(Dataset entries)
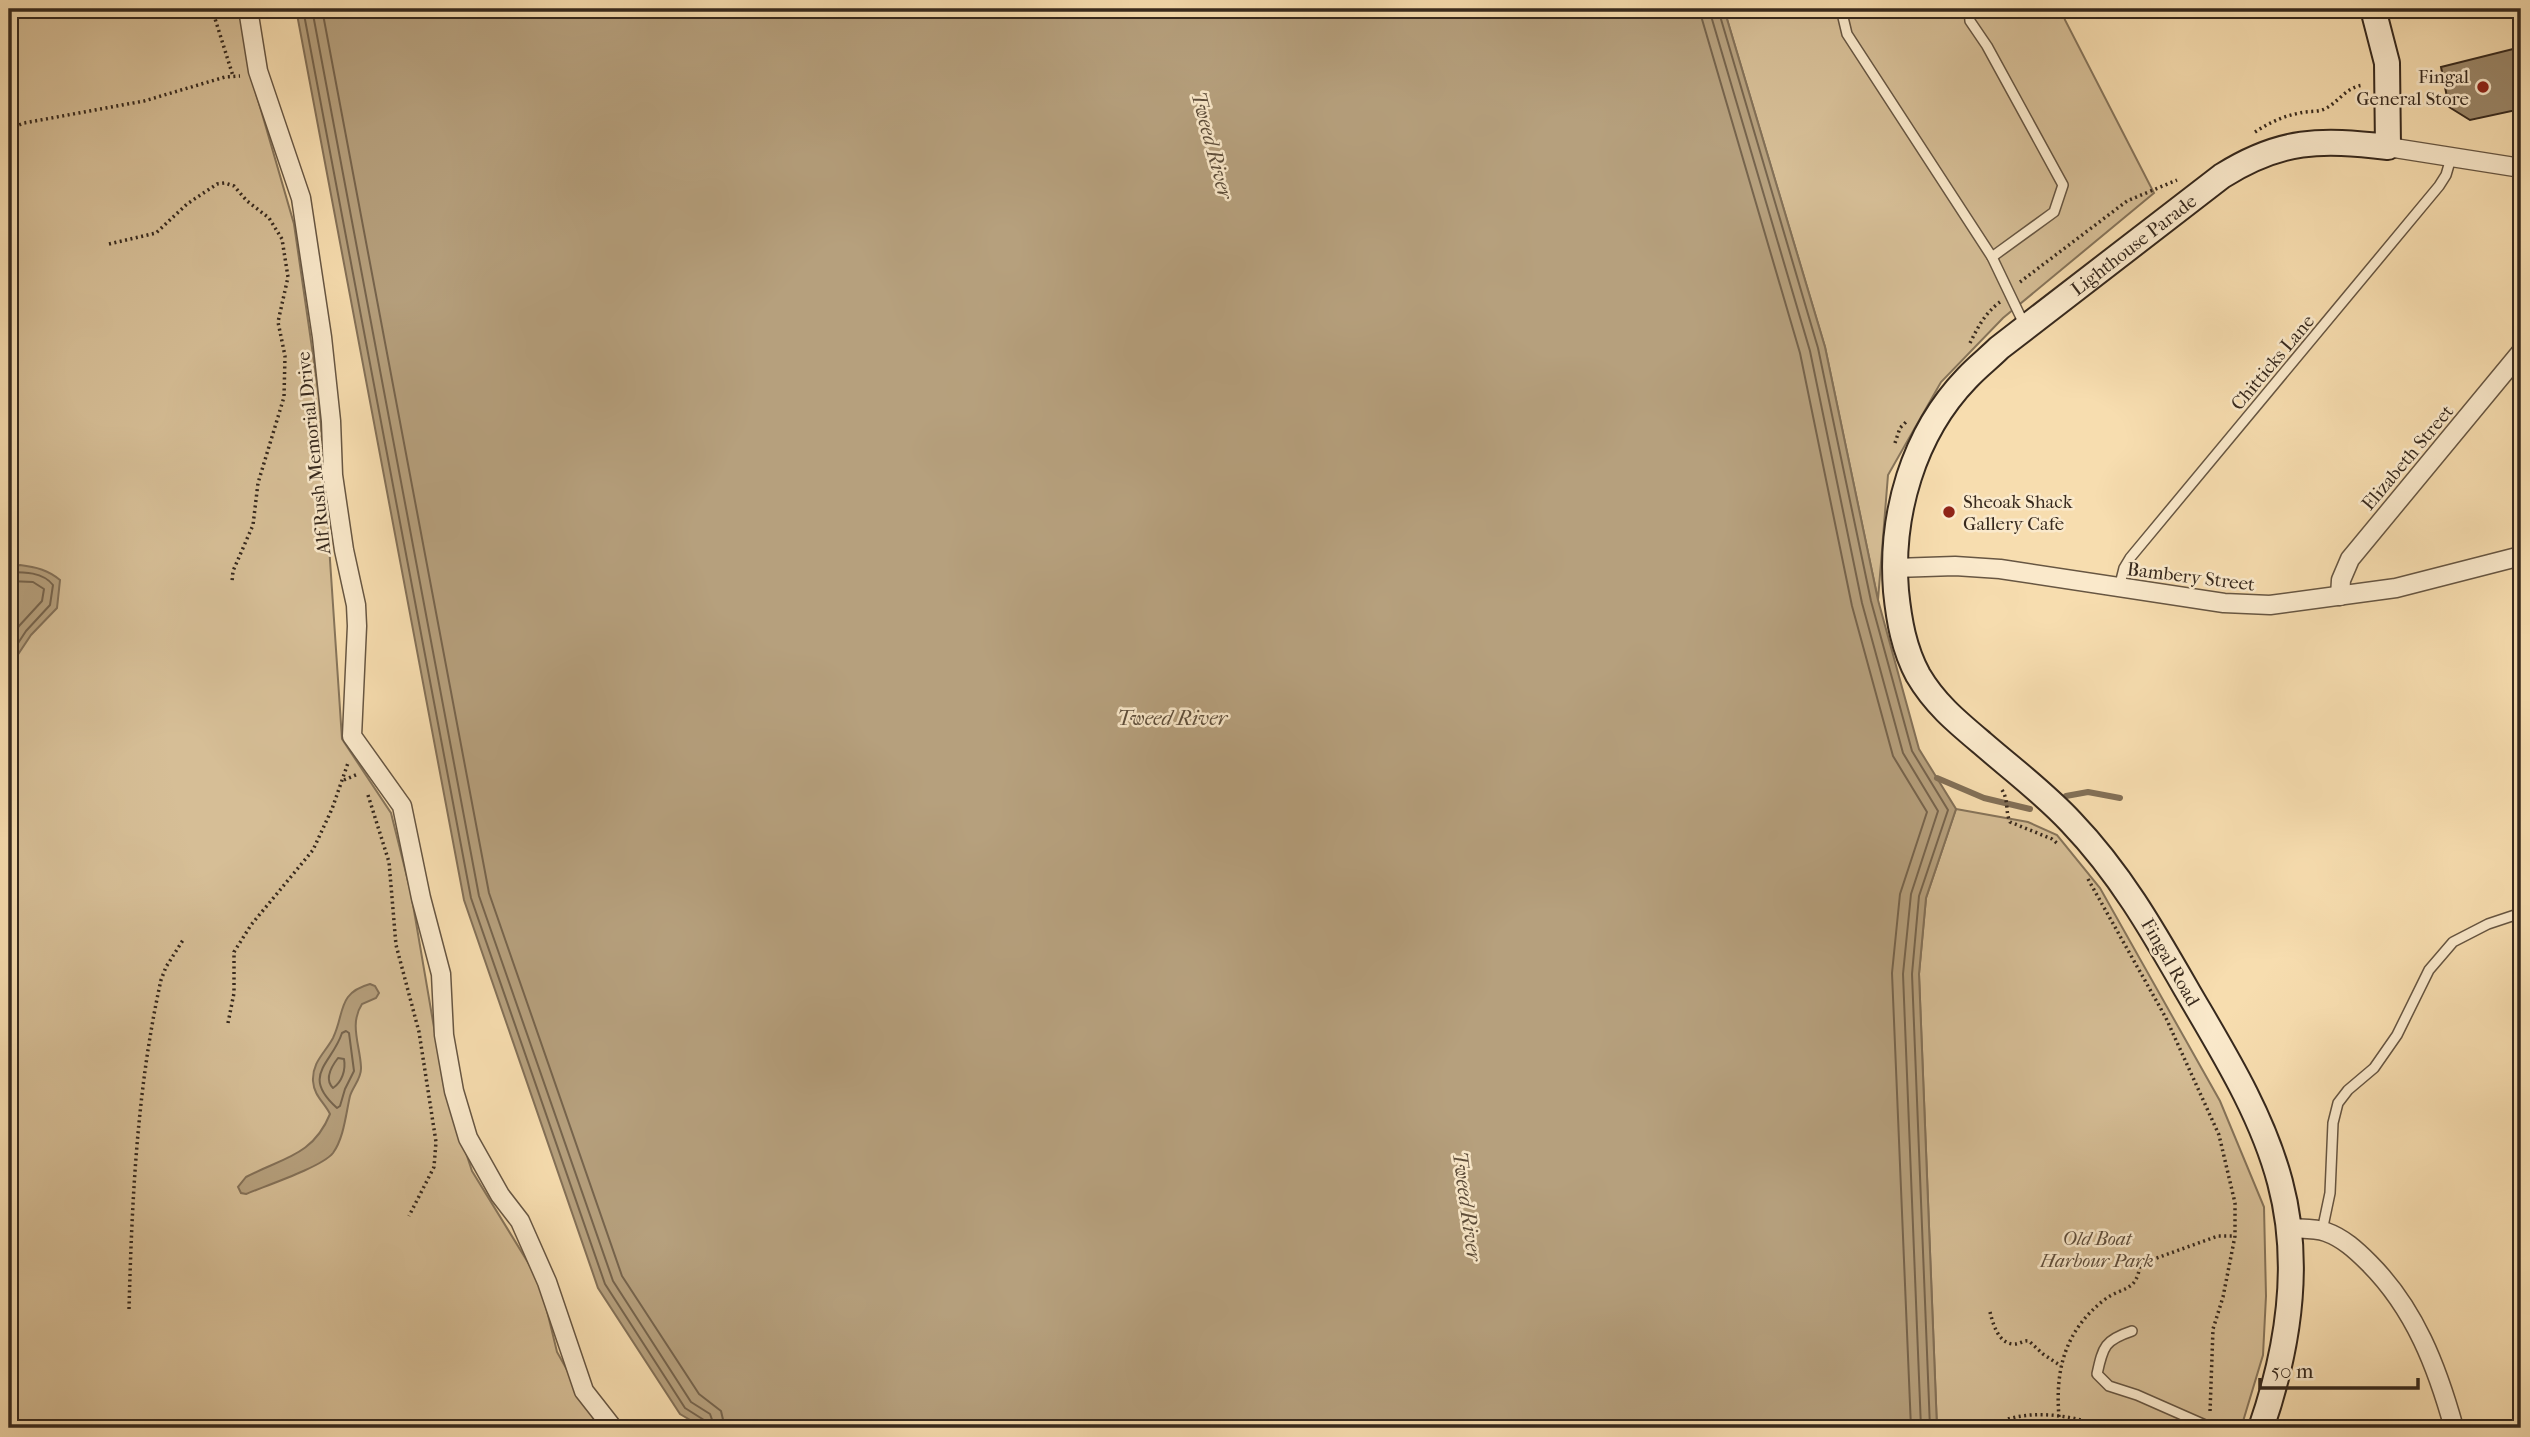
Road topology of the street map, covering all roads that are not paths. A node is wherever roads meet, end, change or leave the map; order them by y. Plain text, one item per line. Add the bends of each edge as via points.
1 (248, 9) edge
2 (1841, 9) edge
3 (1969, 9) edge
4 (2373, 9) edge
5 (2388, 146) junction
6 (2451, 158) junction
7 (2521, 168) edge
8 (1992, 257) junction
9 (2025, 328) junction
10 (2521, 352) edge
11 (2521, 556) edge
12 (1895, 568) junction
13 (2119, 589) junction
14 (2340, 596) junction
15 (2521, 913) edge
16 (2289, 1228) junction
17 (2322, 1231) junction
18 (2132, 1331) dead end
19 (613, 1428) edge
20 (2211, 1428) edge
21 (2261, 1428) edge
22 (2454, 1428) edge

1 - 19 street, Alf Rush Memorial Drive via 258,71 301,198 322,337 333,475 358,626 352,736 402,806 441,974 444,1035 468,1138 520,1221 547,1282 584,1391
2 - 8 lane via 1847,34
3 - 8 lane via 1970,21 2063,186 2054,212
4 - 5 street via 2387,63
5 - 6 street, Lighthouse Parade
5 - 9 street, Lighthouse Parade via 2307,143 2250,159
6 - 7 street, Lighthouse Parade
6 - 13 lane, Chitticks Lane via 2439,186 2130,558
8 - 9 lane
9 - 12 street, Lighthouse Parade via 1967,378 1922,444 1901,505
10 - 14 street, Elizabeth Street via 2350,559 2342,573
11 - 14 street, Bambery Street via 2396,589
12 - 13 street, Bambery Street via 2000,569
12 - 16 street, Fingal Road via 1902,633 1926,687 1958,724 2077,828 2155,933 2248,1098 2277,1172
13 - 14 street, Bambery Street via 2251,605
15 - 17 lane via 2453,942 2429,970 2397,1035 2374,1068 2338,1103
16 - 17 street
16 - 21 street, Fingal Road via 2291,1264 2283,1351
17 - 22 street via 2355,1249 2408,1310 2442,1384
18 - 20 lane via 2111,1338 2101,1353 2097,1374 2109,1387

**Your task**
Go line by line through the data and copy any that contain "lane".

**Answer box**
2 - 8 lane via 1847,34
3 - 8 lane via 1970,21 2063,186 2054,212
6 - 13 lane, Chitticks Lane via 2439,186 2130,558
8 - 9 lane
15 - 17 lane via 2453,942 2429,970 2397,1035 2374,1068 2338,1103
18 - 20 lane via 2111,1338 2101,1353 2097,1374 2109,1387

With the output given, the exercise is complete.